Aim of the exercise -
Which lines of the data contain the string "name"? Copy every one of them.
*-*-*
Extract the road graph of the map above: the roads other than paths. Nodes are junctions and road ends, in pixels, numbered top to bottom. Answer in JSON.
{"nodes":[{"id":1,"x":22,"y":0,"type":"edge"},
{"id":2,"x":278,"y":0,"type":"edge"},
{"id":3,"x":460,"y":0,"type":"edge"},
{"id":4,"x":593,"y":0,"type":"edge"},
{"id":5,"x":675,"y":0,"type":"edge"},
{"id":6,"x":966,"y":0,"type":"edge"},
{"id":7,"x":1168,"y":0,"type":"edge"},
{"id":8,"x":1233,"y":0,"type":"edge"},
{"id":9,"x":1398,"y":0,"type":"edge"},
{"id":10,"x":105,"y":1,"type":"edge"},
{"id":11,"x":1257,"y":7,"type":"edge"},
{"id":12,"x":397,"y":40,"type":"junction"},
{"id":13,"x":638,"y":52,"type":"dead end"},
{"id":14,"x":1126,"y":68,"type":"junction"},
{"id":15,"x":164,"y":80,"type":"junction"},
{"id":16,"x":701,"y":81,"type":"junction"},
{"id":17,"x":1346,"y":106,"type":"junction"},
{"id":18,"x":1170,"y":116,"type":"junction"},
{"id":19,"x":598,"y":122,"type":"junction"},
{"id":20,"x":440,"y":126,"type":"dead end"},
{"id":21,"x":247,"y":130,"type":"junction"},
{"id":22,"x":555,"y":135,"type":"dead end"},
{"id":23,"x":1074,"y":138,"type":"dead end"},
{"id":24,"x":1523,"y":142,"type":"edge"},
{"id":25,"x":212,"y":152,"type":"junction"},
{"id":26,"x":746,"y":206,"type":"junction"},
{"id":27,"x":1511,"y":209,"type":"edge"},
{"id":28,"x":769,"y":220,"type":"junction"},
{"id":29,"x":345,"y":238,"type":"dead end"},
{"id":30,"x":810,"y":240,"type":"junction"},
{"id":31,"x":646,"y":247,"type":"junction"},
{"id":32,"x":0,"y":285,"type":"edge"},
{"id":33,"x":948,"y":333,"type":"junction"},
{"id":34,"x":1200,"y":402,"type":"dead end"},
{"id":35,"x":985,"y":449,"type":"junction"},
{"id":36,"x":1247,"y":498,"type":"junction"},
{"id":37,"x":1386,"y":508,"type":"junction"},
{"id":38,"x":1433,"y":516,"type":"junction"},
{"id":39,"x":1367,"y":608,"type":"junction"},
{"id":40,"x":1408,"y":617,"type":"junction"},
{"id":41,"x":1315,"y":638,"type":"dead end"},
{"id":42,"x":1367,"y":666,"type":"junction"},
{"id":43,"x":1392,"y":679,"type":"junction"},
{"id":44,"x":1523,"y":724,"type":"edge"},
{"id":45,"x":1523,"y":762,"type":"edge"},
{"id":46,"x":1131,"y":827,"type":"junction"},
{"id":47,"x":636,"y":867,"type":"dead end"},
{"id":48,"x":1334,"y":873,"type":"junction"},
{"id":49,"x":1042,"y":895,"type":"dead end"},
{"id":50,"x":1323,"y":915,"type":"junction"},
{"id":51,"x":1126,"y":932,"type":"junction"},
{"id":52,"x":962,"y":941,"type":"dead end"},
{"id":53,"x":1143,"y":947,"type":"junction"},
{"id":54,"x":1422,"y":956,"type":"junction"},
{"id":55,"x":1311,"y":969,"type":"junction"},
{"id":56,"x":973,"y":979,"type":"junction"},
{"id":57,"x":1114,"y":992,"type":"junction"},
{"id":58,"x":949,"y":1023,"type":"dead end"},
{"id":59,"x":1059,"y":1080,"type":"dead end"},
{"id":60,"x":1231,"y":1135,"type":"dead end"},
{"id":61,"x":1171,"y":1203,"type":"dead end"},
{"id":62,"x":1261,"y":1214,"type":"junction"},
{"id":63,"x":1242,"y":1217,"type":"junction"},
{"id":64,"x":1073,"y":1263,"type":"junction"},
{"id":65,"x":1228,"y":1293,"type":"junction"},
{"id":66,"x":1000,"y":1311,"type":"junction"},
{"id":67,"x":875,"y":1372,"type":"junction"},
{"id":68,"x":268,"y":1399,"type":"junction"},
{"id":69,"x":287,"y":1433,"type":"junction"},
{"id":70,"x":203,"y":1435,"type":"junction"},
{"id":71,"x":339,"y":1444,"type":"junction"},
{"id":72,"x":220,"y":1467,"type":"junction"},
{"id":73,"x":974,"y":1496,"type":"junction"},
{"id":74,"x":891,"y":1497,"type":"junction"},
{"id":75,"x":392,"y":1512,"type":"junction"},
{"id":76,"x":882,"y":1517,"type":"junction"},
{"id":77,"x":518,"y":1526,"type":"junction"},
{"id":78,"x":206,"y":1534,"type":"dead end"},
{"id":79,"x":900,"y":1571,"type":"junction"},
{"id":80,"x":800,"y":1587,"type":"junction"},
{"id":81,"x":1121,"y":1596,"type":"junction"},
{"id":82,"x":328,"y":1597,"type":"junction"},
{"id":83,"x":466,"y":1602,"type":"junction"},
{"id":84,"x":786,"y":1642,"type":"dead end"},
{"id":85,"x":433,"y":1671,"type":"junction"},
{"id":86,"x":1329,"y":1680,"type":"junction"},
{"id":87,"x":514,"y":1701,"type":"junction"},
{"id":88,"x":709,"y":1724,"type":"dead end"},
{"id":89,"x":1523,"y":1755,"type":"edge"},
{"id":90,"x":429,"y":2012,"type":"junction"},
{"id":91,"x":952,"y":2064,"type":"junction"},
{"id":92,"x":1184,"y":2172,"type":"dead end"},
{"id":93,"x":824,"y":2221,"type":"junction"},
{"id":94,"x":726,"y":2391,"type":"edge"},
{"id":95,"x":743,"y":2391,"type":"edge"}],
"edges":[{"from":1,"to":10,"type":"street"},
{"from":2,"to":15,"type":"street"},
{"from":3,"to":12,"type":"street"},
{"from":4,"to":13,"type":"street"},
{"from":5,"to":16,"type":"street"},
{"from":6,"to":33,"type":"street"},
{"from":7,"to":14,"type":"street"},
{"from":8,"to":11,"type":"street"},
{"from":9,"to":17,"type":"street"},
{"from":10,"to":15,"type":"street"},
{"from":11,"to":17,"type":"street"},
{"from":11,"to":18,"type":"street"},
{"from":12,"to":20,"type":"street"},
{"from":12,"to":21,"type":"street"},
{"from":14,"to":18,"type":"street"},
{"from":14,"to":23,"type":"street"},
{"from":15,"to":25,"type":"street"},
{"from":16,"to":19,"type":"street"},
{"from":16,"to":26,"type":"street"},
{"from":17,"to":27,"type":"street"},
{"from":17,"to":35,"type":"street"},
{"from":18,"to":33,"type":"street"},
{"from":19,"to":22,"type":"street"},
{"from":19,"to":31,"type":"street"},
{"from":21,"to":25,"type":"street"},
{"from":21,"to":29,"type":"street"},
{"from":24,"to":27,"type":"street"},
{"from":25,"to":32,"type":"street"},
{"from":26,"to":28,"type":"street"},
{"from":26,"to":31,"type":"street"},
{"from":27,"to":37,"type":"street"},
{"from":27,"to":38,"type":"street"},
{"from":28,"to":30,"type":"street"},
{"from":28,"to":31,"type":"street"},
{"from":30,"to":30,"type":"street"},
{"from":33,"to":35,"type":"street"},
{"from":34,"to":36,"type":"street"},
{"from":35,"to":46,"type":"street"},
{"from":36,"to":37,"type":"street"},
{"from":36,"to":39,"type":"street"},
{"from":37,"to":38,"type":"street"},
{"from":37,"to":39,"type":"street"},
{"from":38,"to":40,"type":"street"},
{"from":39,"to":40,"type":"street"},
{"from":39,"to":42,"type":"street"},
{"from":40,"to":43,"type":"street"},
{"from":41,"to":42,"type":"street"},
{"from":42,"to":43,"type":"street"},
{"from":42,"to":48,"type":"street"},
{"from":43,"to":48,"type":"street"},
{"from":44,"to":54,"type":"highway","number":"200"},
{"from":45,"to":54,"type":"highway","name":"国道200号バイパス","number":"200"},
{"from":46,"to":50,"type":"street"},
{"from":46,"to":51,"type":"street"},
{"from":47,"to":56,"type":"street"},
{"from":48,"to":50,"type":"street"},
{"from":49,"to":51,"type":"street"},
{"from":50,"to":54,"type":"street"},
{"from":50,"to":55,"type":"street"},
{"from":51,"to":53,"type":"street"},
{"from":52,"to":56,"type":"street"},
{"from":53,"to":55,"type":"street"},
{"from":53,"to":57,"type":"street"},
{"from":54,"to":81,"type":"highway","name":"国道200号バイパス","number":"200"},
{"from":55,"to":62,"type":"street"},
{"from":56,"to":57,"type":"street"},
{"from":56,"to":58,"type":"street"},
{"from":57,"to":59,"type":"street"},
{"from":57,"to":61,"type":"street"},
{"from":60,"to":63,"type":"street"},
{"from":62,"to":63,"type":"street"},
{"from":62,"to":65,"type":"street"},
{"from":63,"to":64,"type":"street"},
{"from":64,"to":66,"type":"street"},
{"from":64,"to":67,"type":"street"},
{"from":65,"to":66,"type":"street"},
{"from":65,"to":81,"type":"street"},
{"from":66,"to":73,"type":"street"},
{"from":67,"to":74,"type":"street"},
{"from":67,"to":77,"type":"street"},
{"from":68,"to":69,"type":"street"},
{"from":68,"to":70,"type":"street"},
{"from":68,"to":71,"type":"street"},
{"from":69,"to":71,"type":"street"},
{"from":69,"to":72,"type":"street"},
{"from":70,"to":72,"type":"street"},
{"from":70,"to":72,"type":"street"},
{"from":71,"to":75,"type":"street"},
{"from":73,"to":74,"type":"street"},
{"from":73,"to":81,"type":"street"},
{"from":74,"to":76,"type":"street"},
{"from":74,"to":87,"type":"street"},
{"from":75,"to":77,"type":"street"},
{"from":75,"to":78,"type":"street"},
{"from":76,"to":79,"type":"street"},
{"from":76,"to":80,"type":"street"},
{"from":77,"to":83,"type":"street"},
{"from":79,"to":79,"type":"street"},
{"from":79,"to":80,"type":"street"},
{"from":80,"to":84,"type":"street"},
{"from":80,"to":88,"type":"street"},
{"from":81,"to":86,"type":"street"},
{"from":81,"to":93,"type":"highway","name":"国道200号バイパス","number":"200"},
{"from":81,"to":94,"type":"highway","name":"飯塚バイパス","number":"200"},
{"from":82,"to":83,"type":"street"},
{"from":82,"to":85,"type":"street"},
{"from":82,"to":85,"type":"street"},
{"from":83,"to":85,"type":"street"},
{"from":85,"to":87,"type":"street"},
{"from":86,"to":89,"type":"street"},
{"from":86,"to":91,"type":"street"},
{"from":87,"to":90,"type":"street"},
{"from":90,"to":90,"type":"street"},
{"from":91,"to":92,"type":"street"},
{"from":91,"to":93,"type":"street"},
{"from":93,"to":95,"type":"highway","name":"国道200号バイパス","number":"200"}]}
*-*-*
Task output -
{"from":45,"to":54,"type":"highway","name":"国道200号バイパス","number":"200"},
{"from":54,"to":81,"type":"highway","name":"国道200号バイパス","number":"200"},
{"from":81,"to":93,"type":"highway","name":"国道200号バイパス","number":"200"},
{"from":81,"to":94,"type":"highway","name":"飯塚バイパス","number":"200"},
{"from":93,"to":95,"type":"highway","name":"国道200号バイパス","number":"200"}]}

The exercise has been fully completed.